◆ **Instructions for the task**: Print the data exactly as it is given, please.
Record excerpts Start Marker
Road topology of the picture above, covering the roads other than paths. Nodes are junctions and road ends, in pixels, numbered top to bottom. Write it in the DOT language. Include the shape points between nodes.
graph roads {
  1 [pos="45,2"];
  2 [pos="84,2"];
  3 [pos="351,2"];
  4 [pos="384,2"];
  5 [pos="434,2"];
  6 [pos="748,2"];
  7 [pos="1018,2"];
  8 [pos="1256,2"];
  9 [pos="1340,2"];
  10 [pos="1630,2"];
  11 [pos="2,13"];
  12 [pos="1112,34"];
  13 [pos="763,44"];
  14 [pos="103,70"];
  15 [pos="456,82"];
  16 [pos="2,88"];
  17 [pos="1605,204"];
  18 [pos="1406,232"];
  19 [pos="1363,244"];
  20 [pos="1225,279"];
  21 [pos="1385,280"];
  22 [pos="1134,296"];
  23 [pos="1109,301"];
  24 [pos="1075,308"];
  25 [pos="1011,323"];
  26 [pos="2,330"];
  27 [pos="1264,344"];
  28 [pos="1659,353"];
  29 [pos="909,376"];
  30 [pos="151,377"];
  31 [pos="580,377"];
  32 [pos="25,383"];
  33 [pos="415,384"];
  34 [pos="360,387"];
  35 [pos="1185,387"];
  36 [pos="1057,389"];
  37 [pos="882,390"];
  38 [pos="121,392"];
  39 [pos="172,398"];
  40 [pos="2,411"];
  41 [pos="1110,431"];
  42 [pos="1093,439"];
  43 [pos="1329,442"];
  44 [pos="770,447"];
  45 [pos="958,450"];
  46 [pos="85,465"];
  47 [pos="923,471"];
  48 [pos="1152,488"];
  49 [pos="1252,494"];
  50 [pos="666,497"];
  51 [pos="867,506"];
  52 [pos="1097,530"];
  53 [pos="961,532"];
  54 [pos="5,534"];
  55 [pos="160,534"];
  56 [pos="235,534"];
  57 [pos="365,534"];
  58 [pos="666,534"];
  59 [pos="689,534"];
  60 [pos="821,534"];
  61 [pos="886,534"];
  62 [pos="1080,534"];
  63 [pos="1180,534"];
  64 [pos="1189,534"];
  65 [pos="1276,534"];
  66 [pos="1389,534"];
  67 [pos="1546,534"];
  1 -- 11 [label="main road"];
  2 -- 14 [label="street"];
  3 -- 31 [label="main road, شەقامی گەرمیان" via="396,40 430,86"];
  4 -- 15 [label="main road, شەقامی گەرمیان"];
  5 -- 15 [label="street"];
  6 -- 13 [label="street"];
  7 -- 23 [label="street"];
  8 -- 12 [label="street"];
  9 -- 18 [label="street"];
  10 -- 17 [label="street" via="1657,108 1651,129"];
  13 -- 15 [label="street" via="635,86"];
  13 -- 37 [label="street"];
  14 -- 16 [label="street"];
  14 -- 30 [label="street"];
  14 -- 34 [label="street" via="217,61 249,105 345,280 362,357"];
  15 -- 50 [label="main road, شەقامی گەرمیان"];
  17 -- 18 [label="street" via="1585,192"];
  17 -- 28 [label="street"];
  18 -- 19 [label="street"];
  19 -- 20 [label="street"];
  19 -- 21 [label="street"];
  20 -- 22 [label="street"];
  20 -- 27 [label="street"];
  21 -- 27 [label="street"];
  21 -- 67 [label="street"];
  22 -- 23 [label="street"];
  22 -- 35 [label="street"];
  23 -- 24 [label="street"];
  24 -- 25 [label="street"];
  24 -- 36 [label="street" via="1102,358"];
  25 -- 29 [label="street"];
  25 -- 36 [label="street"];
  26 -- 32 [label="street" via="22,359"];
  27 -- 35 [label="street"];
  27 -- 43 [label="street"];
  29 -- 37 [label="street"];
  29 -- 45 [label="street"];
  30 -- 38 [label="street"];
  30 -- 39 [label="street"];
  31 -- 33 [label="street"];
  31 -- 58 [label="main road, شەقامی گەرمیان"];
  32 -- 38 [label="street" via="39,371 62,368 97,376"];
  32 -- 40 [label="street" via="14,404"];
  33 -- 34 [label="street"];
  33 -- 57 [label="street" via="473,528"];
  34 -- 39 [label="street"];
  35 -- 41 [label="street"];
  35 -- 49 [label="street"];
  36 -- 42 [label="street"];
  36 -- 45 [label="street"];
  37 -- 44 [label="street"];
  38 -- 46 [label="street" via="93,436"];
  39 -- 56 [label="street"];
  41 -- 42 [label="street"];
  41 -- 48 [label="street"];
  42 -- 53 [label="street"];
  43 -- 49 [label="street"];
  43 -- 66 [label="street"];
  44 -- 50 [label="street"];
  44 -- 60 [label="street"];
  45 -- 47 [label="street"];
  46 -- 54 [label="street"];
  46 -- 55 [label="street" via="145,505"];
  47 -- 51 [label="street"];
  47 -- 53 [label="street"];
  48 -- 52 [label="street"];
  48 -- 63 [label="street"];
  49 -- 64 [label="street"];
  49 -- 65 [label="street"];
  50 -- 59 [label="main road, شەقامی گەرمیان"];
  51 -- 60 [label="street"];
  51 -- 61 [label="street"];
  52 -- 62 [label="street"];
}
Record excerpts End Marker
◆ **Exercise result**:
Road topology of the picture above, covering the roads other than paths. Nodes are junctions and road ends, in pixels, numbered top to bottom. Write it in the DOT language. Include the shape points between nodes.
graph roads {
  1 [pos="45,2"];
  2 [pos="84,2"];
  3 [pos="351,2"];
  4 [pos="384,2"];
  5 [pos="434,2"];
  6 [pos="748,2"];
  7 [pos="1018,2"];
  8 [pos="1256,2"];
  9 [pos="1340,2"];
  10 [pos="1630,2"];
  11 [pos="2,13"];
  12 [pos="1112,34"];
  13 [pos="763,44"];
  14 [pos="103,70"];
  15 [pos="456,82"];
  16 [pos="2,88"];
  17 [pos="1605,204"];
  18 [pos="1406,232"];
  19 [pos="1363,244"];
  20 [pos="1225,279"];
  21 [pos="1385,280"];
  22 [pos="1134,296"];
  23 [pos="1109,301"];
  24 [pos="1075,308"];
  25 [pos="1011,323"];
  26 [pos="2,330"];
  27 [pos="1264,344"];
  28 [pos="1659,353"];
  29 [pos="909,376"];
  30 [pos="151,377"];
  31 [pos="580,377"];
  32 [pos="25,383"];
  33 [pos="415,384"];
  34 [pos="360,387"];
  35 [pos="1185,387"];
  36 [pos="1057,389"];
  37 [pos="882,390"];
  38 [pos="121,392"];
  39 [pos="172,398"];
  40 [pos="2,411"];
  41 [pos="1110,431"];
  42 [pos="1093,439"];
  43 [pos="1329,442"];
  44 [pos="770,447"];
  45 [pos="958,450"];
  46 [pos="85,465"];
  47 [pos="923,471"];
  48 [pos="1152,488"];
  49 [pos="1252,494"];
  50 [pos="666,497"];
  51 [pos="867,506"];
  52 [pos="1097,530"];
  53 [pos="961,532"];
  54 [pos="5,534"];
  55 [pos="160,534"];
  56 [pos="235,534"];
  57 [pos="365,534"];
  58 [pos="666,534"];
  59 [pos="689,534"];
  60 [pos="821,534"];
  61 [pos="886,534"];
  62 [pos="1080,534"];
  63 [pos="1180,534"];
  64 [pos="1189,534"];
  65 [pos="1276,534"];
  66 [pos="1389,534"];
  67 [pos="1546,534"];
  1 -- 11 [label="main road"];
  2 -- 14 [label="street"];
  3 -- 31 [label="main road, شەقامی گەرمیان" via="396,40 430,86"];
  4 -- 15 [label="main road, شەقامی گەرمیان"];
  5 -- 15 [label="street"];
  6 -- 13 [label="street"];
  7 -- 23 [label="street"];
  8 -- 12 [label="street"];
  9 -- 18 [label="street"];
  10 -- 17 [label="street" via="1657,108 1651,129"];
  13 -- 15 [label="street" via="635,86"];
  13 -- 37 [label="street"];
  14 -- 16 [label="street"];
  14 -- 30 [label="street"];
  14 -- 34 [label="street" via="217,61 249,105 345,280 362,357"];
  15 -- 50 [label="main road, شەقامی گەرمیان"];
  17 -- 18 [label="street" via="1585,192"];
  17 -- 28 [label="street"];
  18 -- 19 [label="street"];
  19 -- 20 [label="street"];
  19 -- 21 [label="street"];
  20 -- 22 [label="street"];
  20 -- 27 [label="street"];
  21 -- 27 [label="street"];
  21 -- 67 [label="street"];
  22 -- 23 [label="street"];
  22 -- 35 [label="street"];
  23 -- 24 [label="street"];
  24 -- 25 [label="street"];
  24 -- 36 [label="street" via="1102,358"];
  25 -- 29 [label="street"];
  25 -- 36 [label="street"];
  26 -- 32 [label="street" via="22,359"];
  27 -- 35 [label="street"];
  27 -- 43 [label="street"];
  29 -- 37 [label="street"];
  29 -- 45 [label="street"];
  30 -- 38 [label="street"];
  30 -- 39 [label="street"];
  31 -- 33 [label="street"];
  31 -- 58 [label="main road, شەقامی گەرمیان"];
  32 -- 38 [label="street" via="39,371 62,368 97,376"];
  32 -- 40 [label="street" via="14,404"];
  33 -- 34 [label="street"];
  33 -- 57 [label="street" via="473,528"];
  34 -- 39 [label="street"];
  35 -- 41 [label="street"];
  35 -- 49 [label="street"];
  36 -- 42 [label="street"];
  36 -- 45 [label="street"];
  37 -- 44 [label="street"];
  38 -- 46 [label="street" via="93,436"];
  39 -- 56 [label="street"];
  41 -- 42 [label="street"];
  41 -- 48 [label="street"];
  42 -- 53 [label="street"];
  43 -- 49 [label="street"];
  43 -- 66 [label="street"];
  44 -- 50 [label="street"];
  44 -- 60 [label="street"];
  45 -- 47 [label="street"];
  46 -- 54 [label="street"];
  46 -- 55 [label="street" via="145,505"];
  47 -- 51 [label="street"];
  47 -- 53 [label="street"];
  48 -- 52 [label="street"];
  48 -- 63 [label="street"];
  49 -- 64 [label="street"];
  49 -- 65 [label="street"];
  50 -- 59 [label="main road, شەقامی گەرمیان"];
  51 -- 60 [label="street"];
  51 -- 61 [label="street"];
  52 -- 62 [label="street"];
}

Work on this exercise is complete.